Die Union wählt Diepgen zum Ehrenvorsitzenden. Der bedankt sich mit Träumereien ungeachtet jeder Haushaltsmisere. Schmitt wieder Spitzenkandidat für Europa

Natürlich taten sie es nur leise und vereinzelt, aber immerhin hörbar. Peinlich sei gewesen, war von einzelnen CDUlern im Foyer des Parteitags zu hören, was sich der neue Ehrenvorsitzende der Union da geleistet hatte. Ein paar Bemerkungen hatte Eberhard Diepgen angekündigt, gerade mit 81,6 Prozent gewählt. Daraus wurde eine Traumreise ins Jahr 2014, die an eine „Wünsch dir was“-Sendung erinnerte.
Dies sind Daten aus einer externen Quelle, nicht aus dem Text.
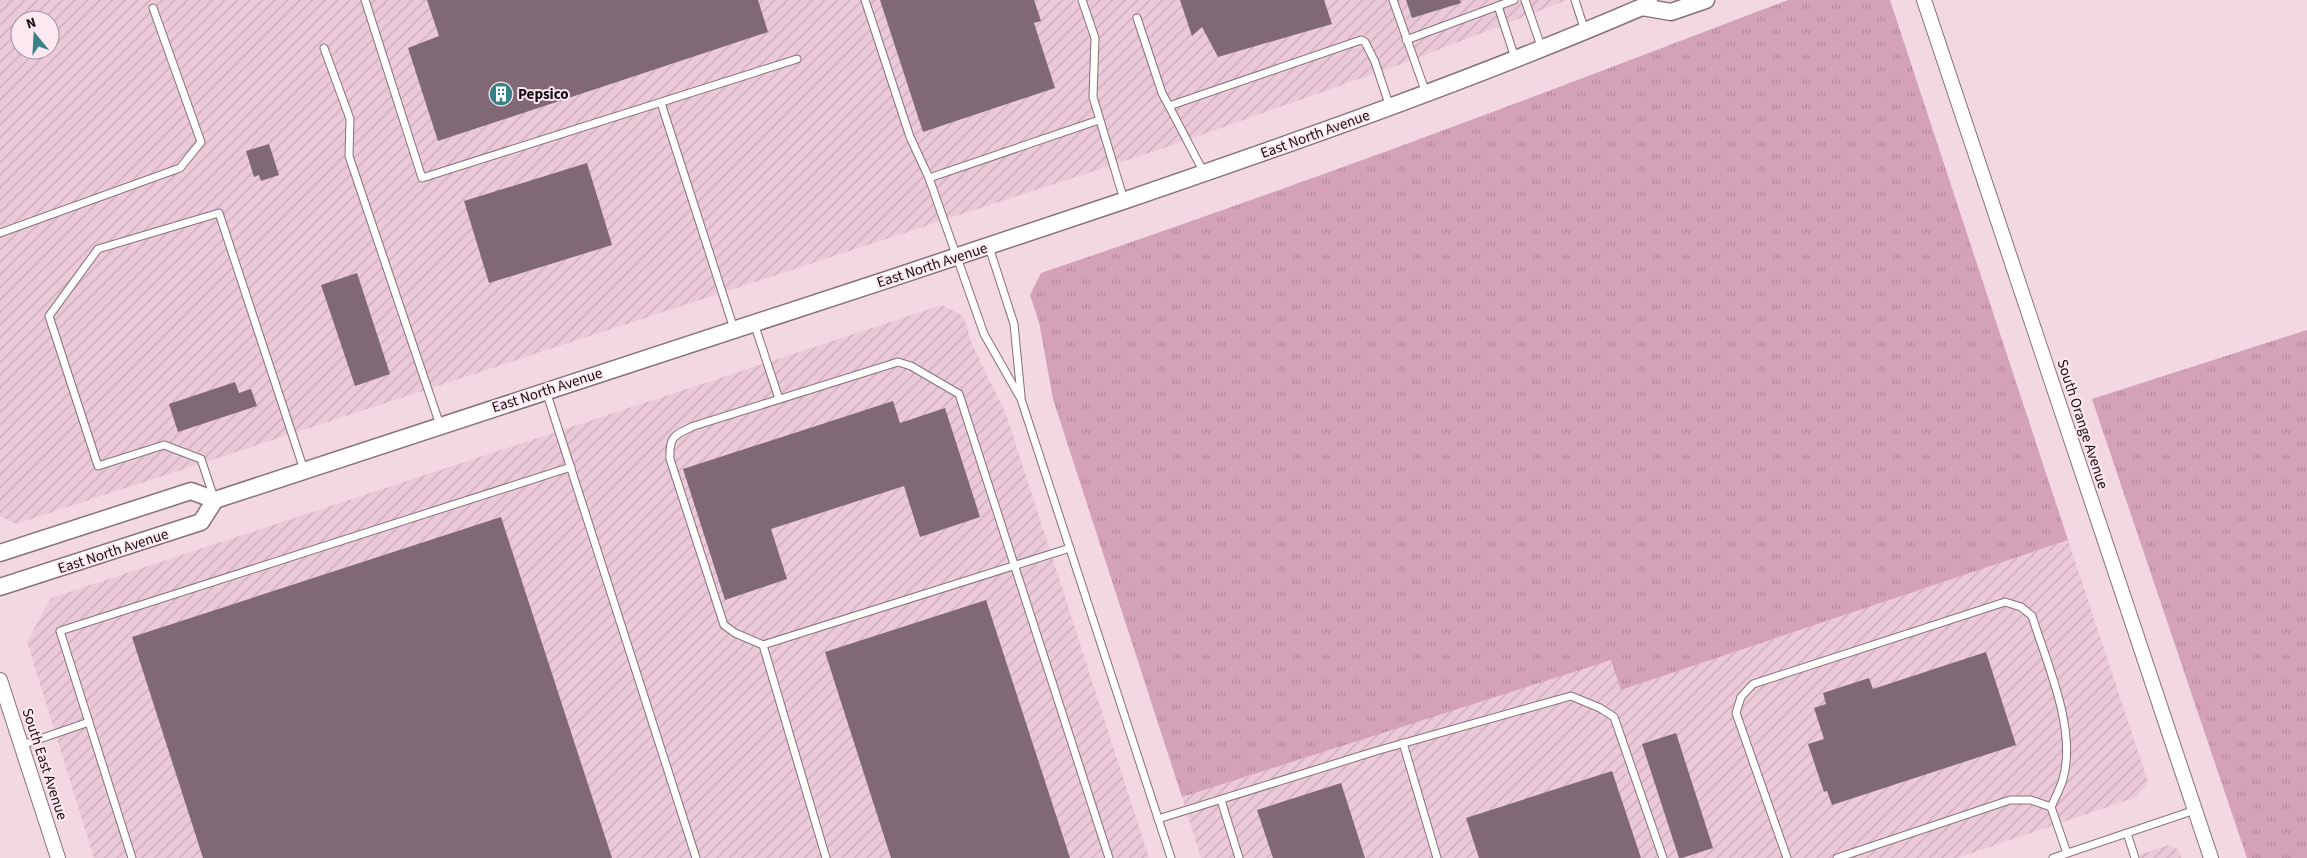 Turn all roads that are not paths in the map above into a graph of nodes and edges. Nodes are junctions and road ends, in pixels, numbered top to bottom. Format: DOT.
graph roads {
  1 [pos="365,0"];
  2 [pos="866,0"];
  3 [pos="1082,0"];
  4 [pos="1393,0"];
  5 [pos="1514,0"];
  6 [pos="1525,0"];
  7 [pos="1575,0"];
  8 [pos="1706,0"];
  9 [pos="1924,0"];
  10 [pos="1646,4"];
  11 [pos="1498,6"];
  12 [pos="154,8"];
  13 [pos="1137,18"];
  14 [pos="1585,32"];
  15 [pos="1406,40"];
  16 [pos="324,48"];
  17 [pos="1542,49"];
  18 [pos="797,59"];
  19 [pos="1516,60"];
  20 [pos="1426,93"];
  21 [pos="661,103"];
  22 [pos="1169,106"];
  23 [pos="1390,107"];
  24 [pos="1099,120"];
  25 [pos="1205,173"];
  26 [pos="929,178"];
  27 [pos="1124,200"];
  28 [pos="0,234"];
  29 [pos="989,247"];
  30 [pos="956,257"];
  31 [pos="754,323"];
  32 [pos="734,329"];
  33 [pos="546,390"];
  34 [pos="779,399"];
  35 [pos="1021,399"];
  36 [pos="440,425"];
  37 [pos="571,467"];
  38 [pos="304,470"];
  39 [pos="214,500"];
  40 [pos="1070,548"];
  41 [pos="0,553"];
  42 [pos="1014,566"];
  43 [pos="0,587"];
  44 [pos="763,645"];
  45 [pos="0,680"];
  46 [pos="89,722"];
  47 [pos="1403,743"];
  48 [pos="22,745"];
  49 [pos="1221,800"];
  50 [pos="2050,807"];
  51 [pos="2195,810"];
  52 [pos="1158,819"];
  53 [pos="2127,833"];
  54 [pos="2067,853"];
  55 [pos="58,858"];
  56 [pos="132,858"];
  57 [pos="696,858"];
  58 [pos="826,858"];
  59 [pos="1109,858"];
  60 [pos="1171,858"];
  61 [pos="1239,858"];
  62 [pos="1438,858"];
  63 [pos="1663,858"];
  64 [pos="1787,858"];
  65 [pos="1837,858"];
  66 [pos="2053,858"];
  67 [pos="2135,858"];
  68 [pos="2211,858"];
  1 -- 21 [label="lane"];
  2 -- 26 [label="lane"];
  3 -- 24 [label="lane"];
  4 -- 15 [label="lane"];
  5 -- 11 [label="lane"];
  6 -- 17 [label="lane"];
  7 -- 14 [label="lane"];
  8 -- 10 [label="street, East North Avenue"];
  9 -- 51 [label="street, South Orange Avenue"];
  10 -- 14 [label="street, East North Avenue"];
  11 -- 15 [label="lane"];
  11 -- 19 [label="lane"];
  12 -- 28 [label="lane"];
  13 -- 22 [label="lane"];
  14 -- 17 [label="street, East North Avenue"];
  15 -- 20 [label="lane"];
  16 -- 36 [label="lane"];
  17 -- 19 [label="street, East North Avenue"];
  18 -- 21 [label="lane"];
  19 -- 20 [label="street, East North Avenue"];
  20 -- 23 [label="street, East North Avenue"];
  21 -- 32 [label="lane"];
  22 -- 23 [label="lane"];
  22 -- 25 [label="lane"];
  23 -- 25 [label="street, East North Avenue"];
  24 -- 26 [label="lane"];
  24 -- 27 [label="lane"];
  25 -- 27 [label="street, East North Avenue"];
  26 -- 30 [label="lane"];
  27 -- 29 [label="street, East North Avenue"];
  29 -- 30 [label="street, East North Avenue"];
  29 -- 35 [label="lane"];
  30 -- 31 [label="street, East North Avenue"];
  30 -- 35 [label="lane"];
  31 -- 32 [label="street, East North Avenue"];
  31 -- 34 [label="lane"];
  32 -- 33 [label="street, East North Avenue"];
  33 -- 36 [label="street, East North Avenue"];
  33 -- 37 [label="lane"];
  34 -- 42 [label="lane"];
  34 -- 44 [label="lane"];
  35 -- 40 [label="lane"];
  36 -- 38 [label="street, East North Avenue"];
  37 -- 46 [label="lane"];
  37 -- 57 [label="lane"];
  38 -- 39 [label="street, East North Avenue"];
  38 -- 39 [label="lane"];
  39 -- 41 [label="street"];
  39 -- 43 [label="street, East North Avenue"];
  40 -- 42 [label="lane"];
  40 -- 52 [label="lane"];
  42 -- 44 [label="lane"];
  42 -- 59 [label="lane"];
  44 -- 58 [label="lane"];
  45 -- 48 [label="street, South East Avenue"];
  46 -- 48 [label="lane"];
  46 -- 56 [label="lane"];
  47 -- 49 [label="lane"];
  47 -- 62 [label="lane"];
  47 -- 63 [label="lane"];
  48 -- 55 [label="street, South East Avenue"];
  49 -- 52 [label="lane"];
  49 -- 61 [label="lane"];
  50 -- 54 [label="lane"];
  50 -- 64 [label="lane"];
  50 -- 65 [label="lane"];
  51 -- 53 [label="lane"];
  51 -- 68 [label="street, South Orange Avenue"];
  52 -- 60 [label="lane"];
  53 -- 54 [label="lane"];
  53 -- 67 [label="lane"];
  54 -- 66 [label="lane"];
}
Da wetterte der Exregierungs- und Parteichef zuerst gegen Föderalismus, „der in Wahrheit Regionalismus ist“. Um gleich darauf für Berlin Transrapids gen Osten, Siemens-Zentrale und Schloss herbeizuzuträumen. Das alles solle die CDU als „Partei der sozialen Gerechtigkeit“ tun. Diepgen-Politik der Neunziger. Die unter seiner Führung entstandende Finanzmisere interessierte ihn wenig: Man solle den Blick nicht nur auf die Haushaltslage werfen, sondern „investieren in die richtigen Dinge“.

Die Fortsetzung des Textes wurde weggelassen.